I feel so sorry that you have sore and itchy eyes. There doesn't seem to be anything to give you relief. I hope that wet cloth helps you. Isn't there something besides Benedryl that you could take?


----------



## budasha (Aug 10, 2011)

I'm only on page 48 so skimming through as quickly as I can. Still have 40 more pages to go and you're already on the new TP. I don't want to get too far behind on the new one. My SIL has invited me for supper (bbq'd chorizo sausages), I'm looking forward to that.


----------



## budasha (Aug 10, 2011)

Poledra65 said:


> Cowl


That cowl is lovely.
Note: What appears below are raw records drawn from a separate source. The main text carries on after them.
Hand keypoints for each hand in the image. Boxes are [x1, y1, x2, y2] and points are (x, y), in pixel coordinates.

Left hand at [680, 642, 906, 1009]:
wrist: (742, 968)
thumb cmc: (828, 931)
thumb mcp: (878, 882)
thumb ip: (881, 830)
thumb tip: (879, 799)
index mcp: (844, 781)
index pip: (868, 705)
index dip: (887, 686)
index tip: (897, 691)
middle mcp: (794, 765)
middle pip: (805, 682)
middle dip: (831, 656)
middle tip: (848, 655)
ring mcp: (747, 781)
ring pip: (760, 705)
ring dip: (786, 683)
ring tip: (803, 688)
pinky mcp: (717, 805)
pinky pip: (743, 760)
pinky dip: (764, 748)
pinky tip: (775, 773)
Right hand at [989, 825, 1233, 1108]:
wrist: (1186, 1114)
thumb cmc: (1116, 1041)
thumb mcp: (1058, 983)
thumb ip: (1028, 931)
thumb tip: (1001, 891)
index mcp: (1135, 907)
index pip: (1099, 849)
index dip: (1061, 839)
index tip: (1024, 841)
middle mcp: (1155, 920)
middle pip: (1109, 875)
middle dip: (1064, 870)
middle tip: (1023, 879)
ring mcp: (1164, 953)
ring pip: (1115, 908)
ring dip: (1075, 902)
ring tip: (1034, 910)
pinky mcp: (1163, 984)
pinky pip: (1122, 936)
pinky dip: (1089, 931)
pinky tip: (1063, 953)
Is it for you?


----------



## budasha (Aug 10, 2011)

mags7 said:


> Glad kitty is doing well. My old girl is going on 18 and is doing well.
> Love your deck, looks very inviting and cosy with the roof.


Thanks, mags.


----------



## budasha (Aug 10, 2011)

Cashmeregma said:


> BudashA. So glad kitty ISO. Remission.
> 
> Darowil. Glad the fire is out.


Thanks, Daralene. So sorry about your Mom. I see that you are up in the middle of the night quite often. Hope that you are able to get some sleep. Don't want you to make yourself ill.


----------



## budasha (Aug 10, 2011)

sugarsugar said:


> Your deck looks great and I am glad to hear that your kitty is much better.
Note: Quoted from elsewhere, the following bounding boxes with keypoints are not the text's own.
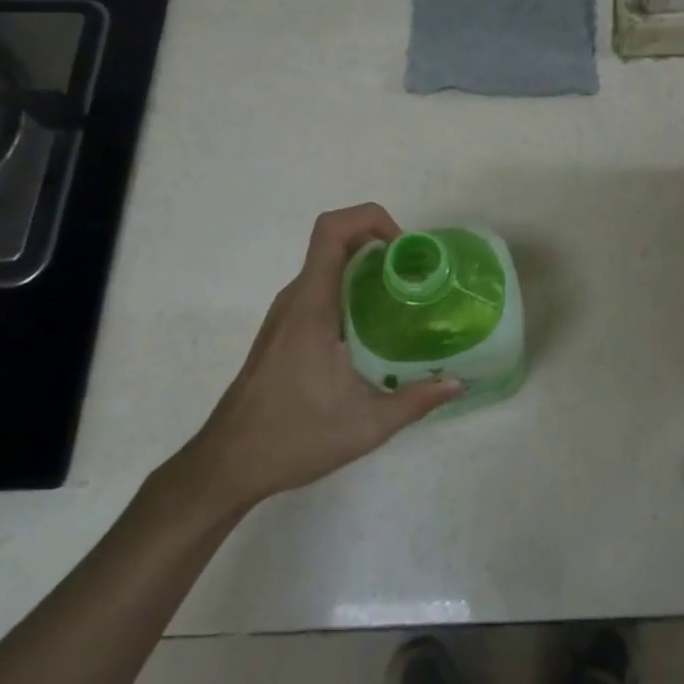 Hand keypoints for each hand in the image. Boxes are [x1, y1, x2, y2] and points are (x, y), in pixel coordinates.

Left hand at [172, 204, 461, 515]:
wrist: (227, 464)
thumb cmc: (293, 438)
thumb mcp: (366, 425)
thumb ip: (415, 401)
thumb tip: (457, 384)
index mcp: (312, 307)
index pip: (332, 231)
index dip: (371, 219)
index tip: (405, 249)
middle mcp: (296, 299)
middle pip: (335, 242)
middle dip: (380, 244)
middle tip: (418, 274)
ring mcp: (286, 313)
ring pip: (328, 266)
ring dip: (366, 268)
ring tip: (405, 298)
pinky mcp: (284, 330)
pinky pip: (321, 290)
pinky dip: (351, 290)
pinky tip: (375, 328) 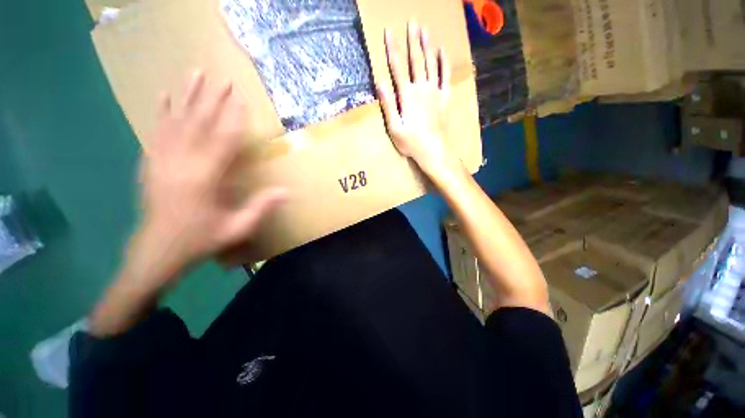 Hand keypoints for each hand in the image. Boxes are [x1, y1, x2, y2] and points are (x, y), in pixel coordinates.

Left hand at [137, 70, 285, 280]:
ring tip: (195, 73)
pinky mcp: (151, 163)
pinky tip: (164, 95)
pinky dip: (162, 111)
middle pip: (198, 123)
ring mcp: (162, 160)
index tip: (241, 98)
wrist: (157, 252)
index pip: (222, 140)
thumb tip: (286, 190)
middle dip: (212, 98)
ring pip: (176, 120)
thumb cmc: (200, 241)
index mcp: (204, 178)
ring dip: (187, 95)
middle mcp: (180, 163)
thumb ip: (260, 207)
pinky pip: (157, 131)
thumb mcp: (236, 229)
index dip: (233, 118)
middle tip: (222, 77)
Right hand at [377, 22, 456, 176]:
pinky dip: (444, 62)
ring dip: (428, 45)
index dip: (392, 49)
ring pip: (431, 64)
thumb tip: (379, 82)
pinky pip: (445, 76)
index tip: (389, 31)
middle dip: (413, 40)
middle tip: (412, 22)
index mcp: (407, 96)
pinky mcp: (444, 98)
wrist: (433, 150)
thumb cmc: (411, 142)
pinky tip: (442, 51)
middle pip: (416, 61)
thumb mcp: (394, 128)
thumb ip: (388, 105)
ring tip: (425, 29)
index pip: (398, 68)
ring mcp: (435, 92)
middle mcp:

Thank you, I hope she's on the mend.


----------



## budasha (Aug 10, 2011)

Gweniepooh said:


> *Budasha* meant to comment on your deck; it is so restful looking. A wonderful place to knit. DH had to stop working on my deck temporarily but at least it now has a roof on it. I'll be so glad when it is completed.


It is peaceful. Will you get yours finished before the cool weather sets in?


----------



## budasha (Aug 10, 2011)

gagesmom said:


> Approaching 10am. Just caught up and should get out of bed. Want to get some work done on the monster longies. Headache is feeling better today.


That's good news.


----------



## budasha (Aug 10, 2011)

Lurker 2 said:


> Ringo doesn't object to being bathed, but it only happens when he is seriously muddy.
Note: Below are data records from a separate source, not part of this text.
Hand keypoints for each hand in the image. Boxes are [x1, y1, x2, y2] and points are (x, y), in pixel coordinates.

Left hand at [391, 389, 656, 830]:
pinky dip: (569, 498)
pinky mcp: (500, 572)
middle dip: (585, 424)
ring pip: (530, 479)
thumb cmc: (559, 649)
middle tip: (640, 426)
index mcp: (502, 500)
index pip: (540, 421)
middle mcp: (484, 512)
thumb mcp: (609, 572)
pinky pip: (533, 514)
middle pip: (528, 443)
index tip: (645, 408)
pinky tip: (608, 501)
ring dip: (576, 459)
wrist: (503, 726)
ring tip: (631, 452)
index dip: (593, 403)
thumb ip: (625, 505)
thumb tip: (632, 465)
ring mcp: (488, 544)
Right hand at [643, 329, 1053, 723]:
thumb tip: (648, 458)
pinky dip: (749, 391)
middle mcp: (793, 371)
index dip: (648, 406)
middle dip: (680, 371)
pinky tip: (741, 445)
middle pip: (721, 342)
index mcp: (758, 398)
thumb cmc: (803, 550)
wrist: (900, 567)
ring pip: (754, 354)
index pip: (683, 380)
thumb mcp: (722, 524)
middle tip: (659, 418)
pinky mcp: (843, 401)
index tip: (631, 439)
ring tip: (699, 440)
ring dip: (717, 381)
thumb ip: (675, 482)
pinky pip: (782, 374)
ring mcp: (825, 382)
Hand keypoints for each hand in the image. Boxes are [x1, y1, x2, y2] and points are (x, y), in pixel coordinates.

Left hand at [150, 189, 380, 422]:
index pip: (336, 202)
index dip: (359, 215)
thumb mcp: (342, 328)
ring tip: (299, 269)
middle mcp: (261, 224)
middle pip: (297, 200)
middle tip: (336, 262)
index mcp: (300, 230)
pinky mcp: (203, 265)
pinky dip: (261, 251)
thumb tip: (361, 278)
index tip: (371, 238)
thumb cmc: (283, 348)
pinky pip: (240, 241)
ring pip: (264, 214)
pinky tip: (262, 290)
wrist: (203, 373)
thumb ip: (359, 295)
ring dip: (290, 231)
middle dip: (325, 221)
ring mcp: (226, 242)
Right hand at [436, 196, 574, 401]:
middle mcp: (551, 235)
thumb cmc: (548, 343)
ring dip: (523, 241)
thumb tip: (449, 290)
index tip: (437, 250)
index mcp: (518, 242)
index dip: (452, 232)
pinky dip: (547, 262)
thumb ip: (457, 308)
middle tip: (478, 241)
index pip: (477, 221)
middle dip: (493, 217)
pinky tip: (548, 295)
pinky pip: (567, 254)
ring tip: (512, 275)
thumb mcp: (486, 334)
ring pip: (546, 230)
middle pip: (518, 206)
The lawn was cut on Thursday while it was wet and Candy went out for her constitutional. When she came back in, she had green feet so had to have her feet washed. As I'm running the water, she's trying to lick it. Not a good idea when it's soapy :shock:


----------



## budasha (Aug 10, 2011)

gagesmom said:


> Budasha I was behind the camera. Of course Noah was the object of affection and star of the show. ☺
> 
> Julie I am so much more in love with the gansey every time I see it. ❤
> 
> ...


They sure are!


----------



## budasha (Aug 10, 2011)

gagesmom said:


> The pants are finished and I just have to sew in the ends and add face.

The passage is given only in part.